EXERCISE DETAILS -
Return the records that follow unaltered. Omit every picture.

SUPPLIED RECORDS -
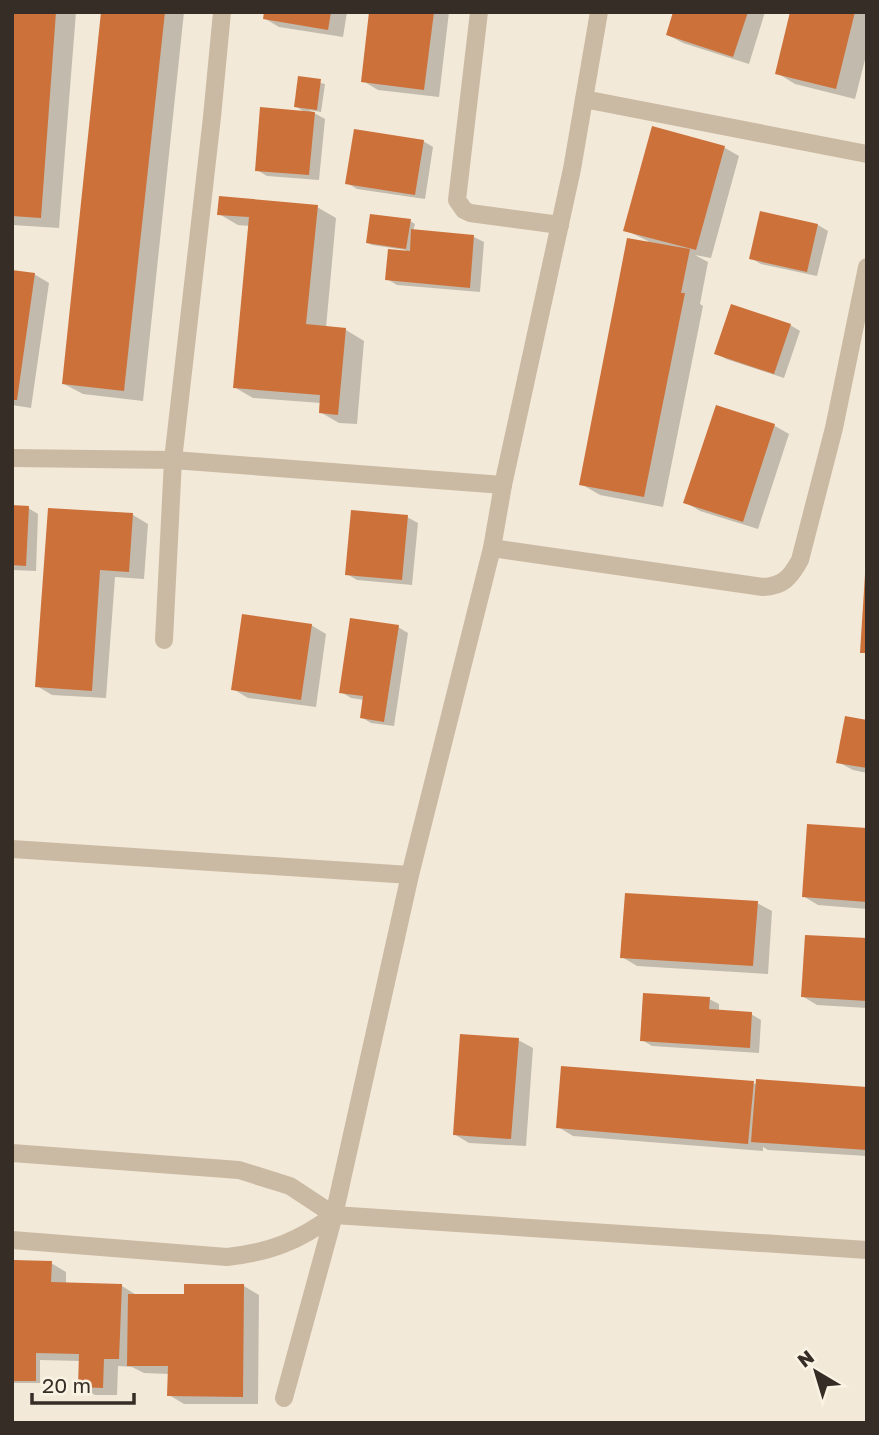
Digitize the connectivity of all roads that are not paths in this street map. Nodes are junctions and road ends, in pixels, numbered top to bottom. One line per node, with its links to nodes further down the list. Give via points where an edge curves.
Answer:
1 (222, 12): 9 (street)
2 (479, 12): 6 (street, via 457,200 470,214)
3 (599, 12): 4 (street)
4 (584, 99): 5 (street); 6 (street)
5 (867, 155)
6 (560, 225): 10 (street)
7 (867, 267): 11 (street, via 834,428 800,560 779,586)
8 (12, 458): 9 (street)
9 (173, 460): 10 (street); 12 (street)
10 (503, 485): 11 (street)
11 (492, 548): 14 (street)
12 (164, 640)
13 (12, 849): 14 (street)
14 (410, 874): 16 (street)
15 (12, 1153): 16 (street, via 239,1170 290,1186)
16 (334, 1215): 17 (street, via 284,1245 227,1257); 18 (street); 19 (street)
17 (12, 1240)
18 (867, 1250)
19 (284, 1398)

YOUR RESPONSE -
Digitize the connectivity of all roads that are not paths in this street map. Nodes are junctions and road ends, in pixels, numbered top to bottom. One line per node, with its links to nodes further down the list. Give via points where an edge curves.
Answer:
1 (222, 12): 9 (street)
2 (479, 12): 6 (street, via 457,200 470,214)
3 (599, 12): 4 (street)
4 (584, 99): 5 (street); 6 (street)
5 (867, 155)
6 (560, 225): 10 (street)
7 (867, 267): 11 (street, via 834,428 800,560 779,586)
8 (12, 458): 9 (street)
9 (173, 460): 10 (street); 12 (street)
10 (503, 485): 11 (street)
11 (492, 548): 14 (street)
12 (164, 640)
13 (12, 849): 14 (street)
14 (410, 874): 16 (street)
15 (12, 1153): 16 (street, via 239,1170 290,1186)
16 (334, 1215): 17 (street, via 284,1245 227,1257); 18 (street); 19 (street)
17 (12, 1240)
18 (867, 1250)
19 (284, 1398)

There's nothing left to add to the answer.